SGAD provides exact Needleman-Wunsch dynamic programming for 2-sequence and 3-sequence alignment, with symmetry-aware affine-gap scoring.
Core alignment controls in this package:
- Four free-end flags (semiglobal behavior):
seq1_left_free,seq1_right_free,seq2_left_free,seq2_right_free(and seq3 variants in 3D). - Position-biased / weighted scoring via
score_scale_fn(2D API only). - Gap-close penalty via
enable_gap_close_penalty(defaultTrue), which splits affine open-vs-extend delta into open + close terms. This improves reverse/swap symmetry behavior and keeps DP score consistent with rescoring. Complement score invariance additionally requires a complement-symmetric substitution matrix.
New in v1.1.0
- Added symmetry-aware gap-close handling in Python and Rust 2D/3D aligners, with score parity between DP-reported score and rescored final alignment.

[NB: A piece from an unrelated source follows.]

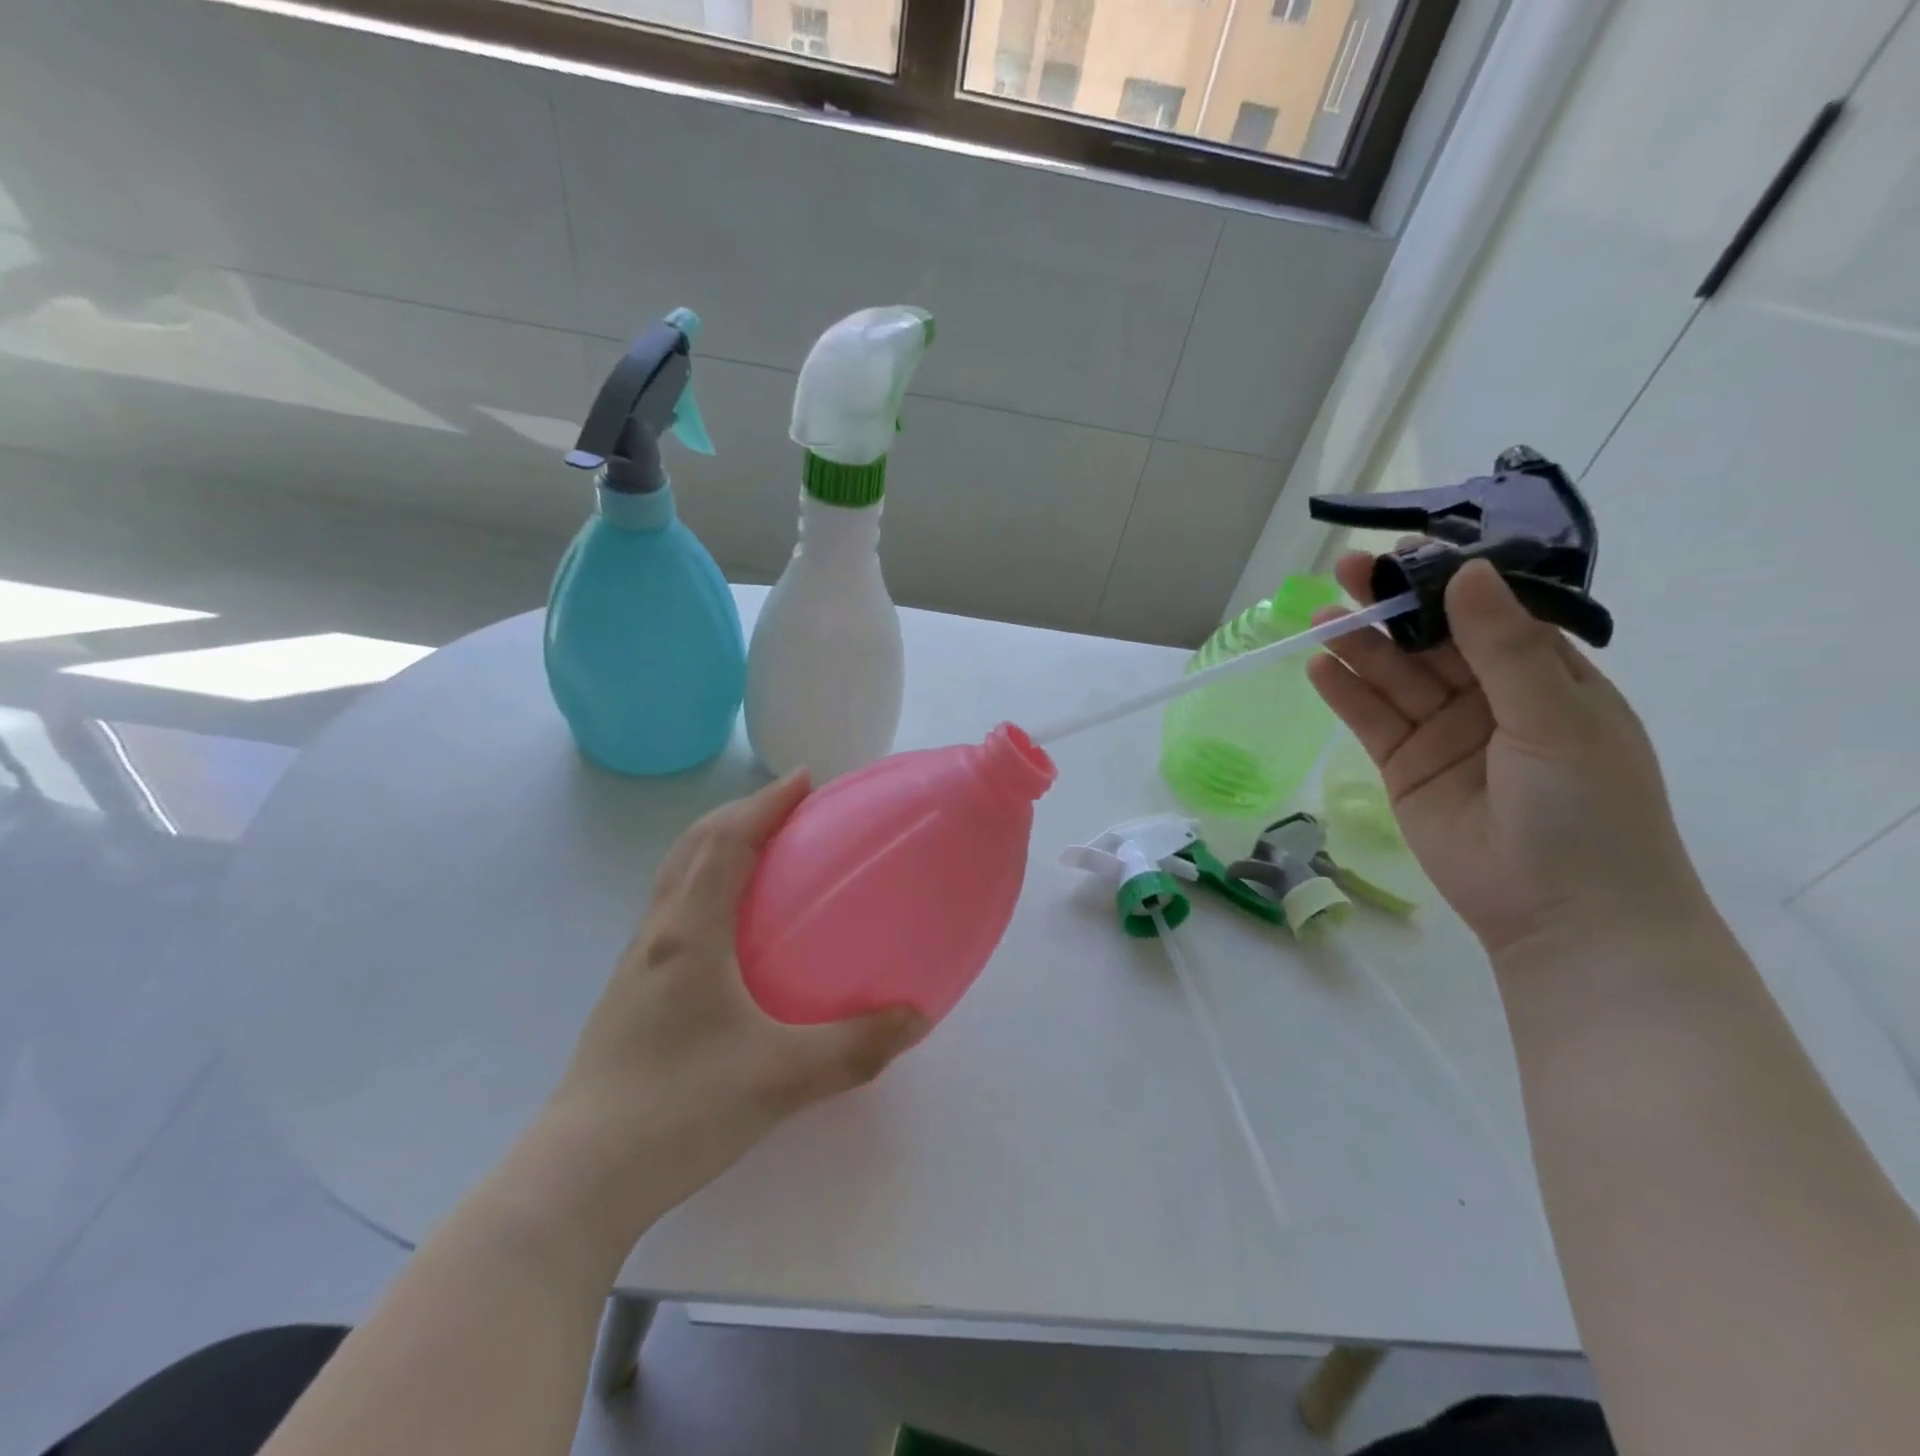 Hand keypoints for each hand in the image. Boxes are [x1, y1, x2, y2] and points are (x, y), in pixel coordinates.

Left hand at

- Added analysis/verification scripts for:
- DP-vs-rescore consistency (2D/3D),
- symmetry sweeps (swap/reverse/complement),
- Python-vs-Rust alignment/score parity.
- Added high-level interfaces for external dimer assessment libraries:
Primer3+
ntthalbatch analysis and IDT OligoAnalyzer batch integration.
2D Needleman-Wunsch
needleman_wunsch(
seq1,
seq2,
score_matrix,
gap_open=-5,
gap_extend=-1,
enable_gap_close_penalty=True,
seq1_left_free=False,
seq1_right_free=False,
seq2_left_free=False,
seq2_right_free=False,
score_scale_fn=score_scale_factor,
) -> tuple[str, str, float]
Example (Python 2D)
from sgad.pairwise import needleman_wunsch, score_scale_factor, to_ascii
mat = {
"A": {"A": 2, "C": -1, "G": -1, "T": -1},
"C": {"A": -1, "C": 2, "G": -1, "T": -1},
"G": {"A": -1, "C": -1, "G": 2, "T": -1},
"T": {"A": -1, "C": -1, "G": -1, "T": 2},
}
a1, a2, score = needleman_wunsch(
"GAGATATGAGGAGAGAGAGACAGAGG",
"GAACAGAGGGAGAGACTAACCTTG",
score_matrix=mat,
gap_open=-5,
gap_extend=-1,
seq1_left_free=False,
seq1_right_free=True,
seq2_left_free=True,
seq2_right_free=False,
score_scale_fn=score_scale_factor,
)
print(to_ascii(a1, a2, False, True, True, False))
print(score)
Output:
GAGATATGAGGAGAGAGAGACAGAGG
|| |||||||
GA-ACAGAGGGAGAGACTAACCTTG
8.97420634920635
User-specified arguments
score_matrix: substitution model.gap_open,gap_extend: affine-gap parameters.enable_gap_close_penalty: toggle split open/close gap accounting.- Four free-end flags: semiglobal boundary behavior per sequence side.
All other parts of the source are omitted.